Translation Memory (TM) is an archive of previously translated segments that stores
source language segment and its corresponding translation to target language. Here,
segment refers to a single sentence or a single paragraph.
Uses of TM
When a translator uses a TM tool to translate a new segment, the tool identifies
similarities between segment of Query data ( the segment which have to translate) and
the stored segment in TM database. A translator may then choose one of them to insert
or make slight changes to the to given segment.
Benefits of TM
TM will help Human Translators to increase their productivity.
It helps to ensure that the same term is consistently used across translation.
It helps to ensure uniform style of translation across a large document.

3. Problem statement
Sentence-level TM
Most of the TM tool stores sentence-level segments in TM database. Hence the benefits of TM
are only realized for identical or similar sentences, which may occur rarely because usually
sentences are complex, while sentence fragments (clauses) may match more often.
In TM comprising of sentence-level segments, It may sometimes occur that input sentence
contains a sub-segment (clause) and its translation is available in TM. But search-and-
retrieval function will not show any result because matching percentage (36%) will be low as
the defined threshold (75%) for TM.
Query data TM data
1. Earphone is the best option
available for them as it doesn't
disturb others' sleep
2. It doesn't disturb others' sleep
1. Earphone is the best option
available for them as it doesn't
disturb others' sleep

4. Introduction
Structuring of TM (clause-level)
In our approach we used clause splitting to define clause level structure of TM. In clause level
structure of TM, We split the sentence into clauses, and put the clauses along with the its full
sentence. So in clause level structure of TM, TM contains the given sentences along with their
clauses.
Retrieving clauses is desirable because there is a higher chance for a match to be found for a
clause than for a complex sentence (contains more than one clause). A Clause contains
complete thought because it comprises of a subject and a verb. Hence even if a translator
does not find a match for the entire sentence, he or she still might get matches for clauses
and therefore the translator will be benefited.

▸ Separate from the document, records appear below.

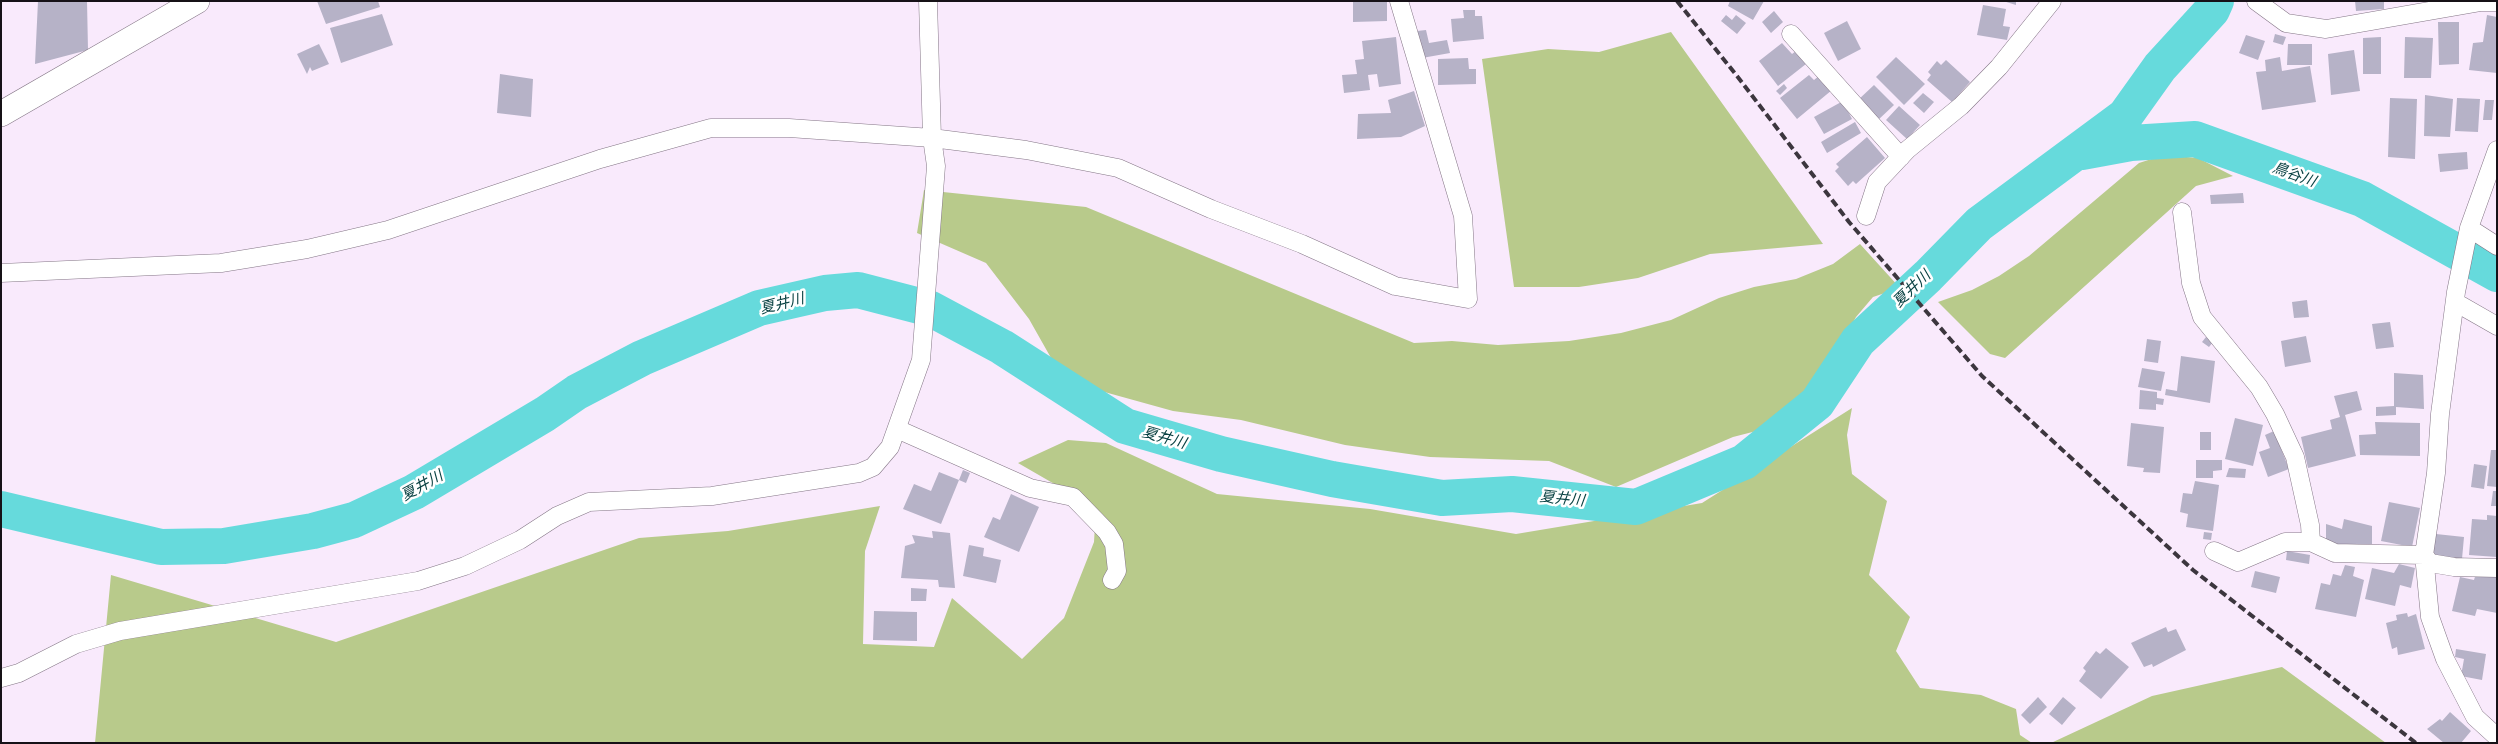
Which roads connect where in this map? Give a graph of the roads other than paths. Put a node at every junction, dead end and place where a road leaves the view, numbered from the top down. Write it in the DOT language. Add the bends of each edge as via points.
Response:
graph roads {
  1 [pos="197,1"];
  2 [pos="928,1"];
  3 [pos="1399,1"];
  4 [pos="2052,1"];
  5 [pos="2497,2"];
  6 [pos="2259,4"];
  7 [pos="1791,34"];
  8 [pos="1,114"];
  9 [pos="932,138"];
  10 [pos="2497,150"];
  11 [pos="1901,157"];
  12 [pos="2182,212"];
  13 [pos="1866,216"];
  14 [pos="2468,235"];
  15 [pos="2497,246"];
  16 [pos="1,273"];
  17 [pos="2456,297"];
  18 [pos="2497,326"];
  19 [pos="897,429"];
  20 [pos="2311,542"];
  21 [pos="2214,551"];
  22 [pos="2424,555"];
  23 [pos="2497,568"];
  24 [pos="1112,580"];
  25 [pos="1,678"];
  26 [pos="2497,737"];
  1 -- 8 [label="street"];
  2 -- 9 [label="street"];
  3 -- 9 [label="street" via="1463,216 1468,300 1395,286 1118,168 1026,150"];
  4 -- 11 [label="street" via="1993,73 1961,106"];
  5 -- 6 [label="street" via="2326,29 2286,23"];
  7 -- 11 [label="street"];
  9 -- 16 [label="street" via="789,128 711,128 600,159 388,230 307,249 221,264"];
  9 -- 19 [label="street" via="936,166 921,360"];
  10 -- 14 [label="street"];
  11 -- 13 [label="street" via="1877,182"];
  12 -- 20 [label="street" via="2191,283 2202,317 2259,387 2275,414 2295,457"];
  14 -- 15 [label="street"];
  14 -- 17 [label="street"];
  17 -- 18 [label="street"];
  17 -- 22 [label="street"];
  19 -- 24 [label="street" via="1030,488 1073,497 1107,532 1114,544 1117,571"];
  19 -- 25 [label="street" via="890,447 873,468 859,473 712,496 589,502 465,566 418,581 120,631 76,644 19,673"];
  20 -- 21 [label="street" via="2286,542 2238,562"];
  20 -- 22 [label="street" via="2335,553"];
  22 -- 23 [label="street" via="2430,563"];
  22 -- 26 [label="street" via="2430,617 2445,659 2475,717"];
}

5. Experiments and their Results
Clause Extraction
For clause extraction tasks we used parsing module of OpenNLP. OpenNLP provides Machine
Learning models which is trained on “Penn Treebank POS” tagged corpus. OpenNLP[6] creates a
“constituency parse tree” also known “phrase parse tree”.
Example : For a sentence
“Earphone is the best option available for them as it doesn't disturb others' sleep”
generated bracket notation tree is given below –
[TOP [S [NP [NN Earphone]] [VP [VBZ is] [NP [NP [DT the] [JJS best] [NN option]] [ADJP
[ADJP [JJ available] [PP [IN for] [NP [PRP them]]]] [SBAR [IN as] [S [NP [PRP it]] [VP
[VBD doesn't] [NP [ADJP [NN disturb] [JJ others']] [NN sleep]]]]]]]] [. .] ]]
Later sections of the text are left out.